Intuitively, it would seem to be a good thing when a company has a band of loyal employees who diligently use the products they make over those of their competitors. Employees who “fly the company flag” show their solidarity by demonstrating a healthy belief in the collective mission to promote the products that they work long and hard to create.
But what happens when such loyalty engenders a myopic worldview, insulating employees from the realities of the competitive market in which they operate? The dangers of encouraging such a corporate monoculture is the subject of a Harvard Business Review article, that warns companies against “criminalizing” employees who move to the “dark side” by adopting competitor products.
The article uses Nokia as an example of a company that has missed a key market development within its industry – the trend away from traditional handsets towards smart phones, hitting the company hard. According to Gartner, Nokia held 40% of global market share for handsets in late 2008, falling precipitously to just 25% in Q1 2011. The story goes that Nokia’s new CEO, Stephen Elop, was disappointed to see how few hands went up when he asked how many employees used Android or iPhones. The reason for his disappointment is that he’d like his staff to exhibit the intellectual curiosity to see what they are up against. Elop has only been at the helm of the company since September 2010, so maybe before his time, using competitor products was frowned upon. If so, Nokia is not alone.
Daily Tech wrote last year about Microsoft’s culture of discouraging the use of competitor products, claiming that in June 2009, the company introduced a policy of not covering employee cell phone bills unless they used a Microsoft powered device. Furthermore, it was reported some employees went to the length of disguising their Iphones with generic cases, such was the sense of needing to keep things in-house. Doesn’t this approach create a head-in-sand culture, while stifling the ability to recognize competitor innovation?

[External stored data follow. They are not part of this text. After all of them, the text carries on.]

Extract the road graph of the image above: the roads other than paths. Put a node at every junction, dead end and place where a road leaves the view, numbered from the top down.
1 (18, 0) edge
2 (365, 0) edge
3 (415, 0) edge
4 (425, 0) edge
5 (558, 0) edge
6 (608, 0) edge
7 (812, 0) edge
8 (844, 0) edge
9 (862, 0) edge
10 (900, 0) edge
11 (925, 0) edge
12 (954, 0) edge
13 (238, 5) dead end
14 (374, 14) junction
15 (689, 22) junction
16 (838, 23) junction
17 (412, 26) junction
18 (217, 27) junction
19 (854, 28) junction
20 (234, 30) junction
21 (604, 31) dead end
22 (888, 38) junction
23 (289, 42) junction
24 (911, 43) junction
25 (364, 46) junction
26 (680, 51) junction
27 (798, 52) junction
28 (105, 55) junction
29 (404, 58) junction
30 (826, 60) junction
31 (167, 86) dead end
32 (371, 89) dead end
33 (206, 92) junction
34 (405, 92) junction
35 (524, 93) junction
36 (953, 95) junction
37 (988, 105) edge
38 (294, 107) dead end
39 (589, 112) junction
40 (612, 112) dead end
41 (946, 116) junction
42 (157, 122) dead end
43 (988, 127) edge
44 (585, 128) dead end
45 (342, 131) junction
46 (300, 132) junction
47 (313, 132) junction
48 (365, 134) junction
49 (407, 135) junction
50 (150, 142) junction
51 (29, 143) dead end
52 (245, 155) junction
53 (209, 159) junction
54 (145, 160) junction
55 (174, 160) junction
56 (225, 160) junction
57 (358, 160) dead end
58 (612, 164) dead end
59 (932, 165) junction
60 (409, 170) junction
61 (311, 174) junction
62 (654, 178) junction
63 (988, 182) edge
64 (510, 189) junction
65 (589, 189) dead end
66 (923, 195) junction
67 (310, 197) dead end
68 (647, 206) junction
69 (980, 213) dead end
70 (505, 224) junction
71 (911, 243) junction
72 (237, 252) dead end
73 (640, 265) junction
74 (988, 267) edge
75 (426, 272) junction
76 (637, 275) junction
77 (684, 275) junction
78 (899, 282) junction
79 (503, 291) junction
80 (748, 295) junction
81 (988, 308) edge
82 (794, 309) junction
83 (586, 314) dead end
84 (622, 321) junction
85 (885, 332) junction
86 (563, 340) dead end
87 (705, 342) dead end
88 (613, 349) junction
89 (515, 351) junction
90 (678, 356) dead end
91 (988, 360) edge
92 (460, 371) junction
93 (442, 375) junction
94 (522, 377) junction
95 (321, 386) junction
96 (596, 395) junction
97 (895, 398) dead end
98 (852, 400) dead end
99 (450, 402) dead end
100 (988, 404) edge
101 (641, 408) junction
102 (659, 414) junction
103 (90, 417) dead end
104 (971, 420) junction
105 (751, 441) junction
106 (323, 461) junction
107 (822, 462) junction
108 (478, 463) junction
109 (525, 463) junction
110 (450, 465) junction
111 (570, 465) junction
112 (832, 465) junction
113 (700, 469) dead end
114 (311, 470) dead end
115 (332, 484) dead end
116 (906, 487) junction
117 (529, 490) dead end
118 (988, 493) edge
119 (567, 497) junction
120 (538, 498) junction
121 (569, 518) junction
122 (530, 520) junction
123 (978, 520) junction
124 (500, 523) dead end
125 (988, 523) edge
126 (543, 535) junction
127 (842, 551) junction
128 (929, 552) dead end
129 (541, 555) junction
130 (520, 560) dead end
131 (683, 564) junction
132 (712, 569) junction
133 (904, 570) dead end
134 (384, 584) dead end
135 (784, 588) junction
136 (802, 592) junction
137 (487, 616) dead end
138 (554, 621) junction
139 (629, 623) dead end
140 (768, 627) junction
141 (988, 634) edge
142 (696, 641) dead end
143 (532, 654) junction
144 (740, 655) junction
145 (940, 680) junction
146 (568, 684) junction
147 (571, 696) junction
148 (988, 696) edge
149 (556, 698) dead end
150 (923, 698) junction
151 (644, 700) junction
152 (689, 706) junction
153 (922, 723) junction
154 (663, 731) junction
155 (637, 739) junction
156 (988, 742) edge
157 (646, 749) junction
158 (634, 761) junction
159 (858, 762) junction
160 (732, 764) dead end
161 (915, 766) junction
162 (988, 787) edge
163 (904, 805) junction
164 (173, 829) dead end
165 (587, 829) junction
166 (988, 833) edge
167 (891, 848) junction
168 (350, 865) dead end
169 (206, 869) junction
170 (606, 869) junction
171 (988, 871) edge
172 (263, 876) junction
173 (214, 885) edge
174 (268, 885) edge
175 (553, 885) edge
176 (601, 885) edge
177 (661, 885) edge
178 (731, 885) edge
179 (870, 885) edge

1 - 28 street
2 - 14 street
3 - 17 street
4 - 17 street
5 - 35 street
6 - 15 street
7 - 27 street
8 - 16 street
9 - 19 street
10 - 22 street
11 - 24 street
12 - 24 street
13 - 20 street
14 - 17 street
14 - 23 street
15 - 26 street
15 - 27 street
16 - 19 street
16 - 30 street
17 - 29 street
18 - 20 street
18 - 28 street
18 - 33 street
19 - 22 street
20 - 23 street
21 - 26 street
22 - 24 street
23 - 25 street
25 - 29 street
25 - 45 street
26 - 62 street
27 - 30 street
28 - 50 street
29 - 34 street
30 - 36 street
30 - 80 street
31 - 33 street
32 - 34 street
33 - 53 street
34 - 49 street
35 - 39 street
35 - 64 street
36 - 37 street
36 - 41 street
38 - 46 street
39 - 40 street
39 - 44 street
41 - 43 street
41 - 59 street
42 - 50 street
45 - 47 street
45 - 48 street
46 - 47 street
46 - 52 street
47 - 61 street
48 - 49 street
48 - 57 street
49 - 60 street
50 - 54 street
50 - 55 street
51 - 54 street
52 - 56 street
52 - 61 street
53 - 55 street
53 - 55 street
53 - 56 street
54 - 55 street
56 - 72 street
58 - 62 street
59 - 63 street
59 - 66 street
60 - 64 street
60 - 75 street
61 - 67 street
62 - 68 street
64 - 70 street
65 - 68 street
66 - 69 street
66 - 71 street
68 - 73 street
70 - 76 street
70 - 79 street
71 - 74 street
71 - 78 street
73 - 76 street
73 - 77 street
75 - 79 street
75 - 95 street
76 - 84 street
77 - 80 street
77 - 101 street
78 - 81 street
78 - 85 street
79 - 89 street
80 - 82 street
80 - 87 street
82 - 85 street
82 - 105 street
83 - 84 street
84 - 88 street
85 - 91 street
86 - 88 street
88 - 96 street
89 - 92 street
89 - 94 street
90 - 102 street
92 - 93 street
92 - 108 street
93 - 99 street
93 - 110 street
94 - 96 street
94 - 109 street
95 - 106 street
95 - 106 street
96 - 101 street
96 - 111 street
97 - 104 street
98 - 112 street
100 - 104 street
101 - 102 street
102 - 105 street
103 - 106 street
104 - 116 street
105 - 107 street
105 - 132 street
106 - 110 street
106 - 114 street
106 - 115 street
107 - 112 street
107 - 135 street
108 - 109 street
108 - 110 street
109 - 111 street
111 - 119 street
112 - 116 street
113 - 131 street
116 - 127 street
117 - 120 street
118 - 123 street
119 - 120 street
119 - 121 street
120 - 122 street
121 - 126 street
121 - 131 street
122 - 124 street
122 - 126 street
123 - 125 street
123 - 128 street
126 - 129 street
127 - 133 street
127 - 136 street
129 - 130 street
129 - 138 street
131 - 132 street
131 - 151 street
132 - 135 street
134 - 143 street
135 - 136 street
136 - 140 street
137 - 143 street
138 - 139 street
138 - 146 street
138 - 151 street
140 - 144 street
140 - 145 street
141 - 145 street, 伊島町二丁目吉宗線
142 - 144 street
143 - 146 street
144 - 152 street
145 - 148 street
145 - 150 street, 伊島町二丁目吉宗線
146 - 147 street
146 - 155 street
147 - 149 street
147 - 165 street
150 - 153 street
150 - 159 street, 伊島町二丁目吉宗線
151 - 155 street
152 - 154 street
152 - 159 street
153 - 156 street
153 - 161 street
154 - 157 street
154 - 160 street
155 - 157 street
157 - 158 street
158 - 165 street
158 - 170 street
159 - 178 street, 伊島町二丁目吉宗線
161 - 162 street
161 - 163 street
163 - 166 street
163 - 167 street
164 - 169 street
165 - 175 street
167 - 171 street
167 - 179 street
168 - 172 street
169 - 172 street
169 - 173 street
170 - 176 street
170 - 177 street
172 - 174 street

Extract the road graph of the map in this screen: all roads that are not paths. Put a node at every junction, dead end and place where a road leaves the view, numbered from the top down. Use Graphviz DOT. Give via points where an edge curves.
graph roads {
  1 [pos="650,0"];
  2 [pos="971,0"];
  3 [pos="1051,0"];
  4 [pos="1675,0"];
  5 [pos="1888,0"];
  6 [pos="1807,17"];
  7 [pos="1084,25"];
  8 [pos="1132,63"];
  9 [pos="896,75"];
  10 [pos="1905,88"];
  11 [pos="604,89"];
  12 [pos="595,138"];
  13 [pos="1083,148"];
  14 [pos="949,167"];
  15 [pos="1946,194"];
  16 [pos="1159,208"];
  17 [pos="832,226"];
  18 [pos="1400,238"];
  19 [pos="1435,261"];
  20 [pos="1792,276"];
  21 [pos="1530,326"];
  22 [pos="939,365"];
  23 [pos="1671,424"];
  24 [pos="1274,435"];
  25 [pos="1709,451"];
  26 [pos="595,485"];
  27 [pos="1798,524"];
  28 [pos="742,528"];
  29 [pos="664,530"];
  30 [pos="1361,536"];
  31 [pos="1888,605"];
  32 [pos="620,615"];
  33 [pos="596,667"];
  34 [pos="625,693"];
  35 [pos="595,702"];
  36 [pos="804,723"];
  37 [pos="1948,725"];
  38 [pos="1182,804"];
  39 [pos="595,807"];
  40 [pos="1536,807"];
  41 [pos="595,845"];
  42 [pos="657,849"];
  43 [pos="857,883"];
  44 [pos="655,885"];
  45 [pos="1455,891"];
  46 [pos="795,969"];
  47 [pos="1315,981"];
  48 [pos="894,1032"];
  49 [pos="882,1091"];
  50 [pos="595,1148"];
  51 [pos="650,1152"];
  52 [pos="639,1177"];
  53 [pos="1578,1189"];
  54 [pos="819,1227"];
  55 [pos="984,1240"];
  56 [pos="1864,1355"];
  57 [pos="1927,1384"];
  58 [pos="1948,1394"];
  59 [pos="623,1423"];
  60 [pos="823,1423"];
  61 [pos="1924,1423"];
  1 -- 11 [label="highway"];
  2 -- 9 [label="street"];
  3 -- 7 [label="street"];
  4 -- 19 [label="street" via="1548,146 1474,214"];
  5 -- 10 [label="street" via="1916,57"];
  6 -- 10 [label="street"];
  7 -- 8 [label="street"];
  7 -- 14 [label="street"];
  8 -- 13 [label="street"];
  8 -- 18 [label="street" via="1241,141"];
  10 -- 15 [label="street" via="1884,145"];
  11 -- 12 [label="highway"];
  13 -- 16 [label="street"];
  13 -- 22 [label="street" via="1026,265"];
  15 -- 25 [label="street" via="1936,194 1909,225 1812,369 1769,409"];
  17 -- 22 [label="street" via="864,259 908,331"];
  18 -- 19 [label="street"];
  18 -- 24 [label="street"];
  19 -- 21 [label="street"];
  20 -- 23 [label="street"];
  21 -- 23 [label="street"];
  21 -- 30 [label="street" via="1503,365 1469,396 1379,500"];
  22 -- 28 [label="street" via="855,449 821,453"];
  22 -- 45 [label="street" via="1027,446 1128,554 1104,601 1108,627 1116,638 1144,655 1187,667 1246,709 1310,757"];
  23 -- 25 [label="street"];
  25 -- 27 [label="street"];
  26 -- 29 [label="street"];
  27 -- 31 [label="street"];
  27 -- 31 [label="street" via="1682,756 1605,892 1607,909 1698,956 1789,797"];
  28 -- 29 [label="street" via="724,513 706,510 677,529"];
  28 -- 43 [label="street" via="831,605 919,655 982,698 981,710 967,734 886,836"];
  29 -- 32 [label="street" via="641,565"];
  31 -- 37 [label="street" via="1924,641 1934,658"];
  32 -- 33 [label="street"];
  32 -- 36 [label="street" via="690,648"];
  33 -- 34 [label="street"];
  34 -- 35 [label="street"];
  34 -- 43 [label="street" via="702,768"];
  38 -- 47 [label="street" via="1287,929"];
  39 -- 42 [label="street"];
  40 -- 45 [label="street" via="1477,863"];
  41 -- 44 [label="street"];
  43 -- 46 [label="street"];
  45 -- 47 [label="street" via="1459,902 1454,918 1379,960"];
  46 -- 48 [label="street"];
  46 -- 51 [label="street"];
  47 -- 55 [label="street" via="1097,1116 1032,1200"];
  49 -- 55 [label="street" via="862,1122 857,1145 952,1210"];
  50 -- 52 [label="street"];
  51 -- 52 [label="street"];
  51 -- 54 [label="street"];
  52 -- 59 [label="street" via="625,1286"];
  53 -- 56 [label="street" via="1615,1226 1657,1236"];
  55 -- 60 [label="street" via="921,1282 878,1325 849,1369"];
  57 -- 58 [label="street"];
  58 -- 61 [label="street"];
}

Wouldn’t it be better for companies to engage with their employees on an open and transparent basis, rather than enforce such loyalty to company products and stimulate clandestine behavior? Both Nokia and Microsoft are established industry giants struggling to maintain their dominance and maybe young and agile start-ups can show them the way.
For example, Marc Pincus, the CEO of wildly successful gaming company Zynga, appears to impress upon his staff the value of embracing competitor products. SF Weekly reported last year that a former employee claims he was told by Pincus, “I don’t f*****g want innovation…..You’re not smarter than your competitor. Just copy what they do and do it until you get their numbers.” OK, maybe an extreme example! The potential for copyright infringement aside, it’s probably not the best message to warn the employee away from innovation altogether, and not exactly sensitively put – but you get the point. You can best learn from your competition if you don’t put the barriers up. How much better would Detroit auto makers have fared if their executives had been given a car allowance to buy whatever vehicle they wanted, rather than being furnished with one of their own increasingly uncompetitive products back in the ’80s?
Many company’s claim their employees are their most valuable stakeholder group. They are the engine that keeps the wheels turning – and in fast changing markets, they are the company’s brain-trust that can spot the green shoots of innovation – the company culture should be set-up in such a way that hands-on competitor curiosity is just part of doing business.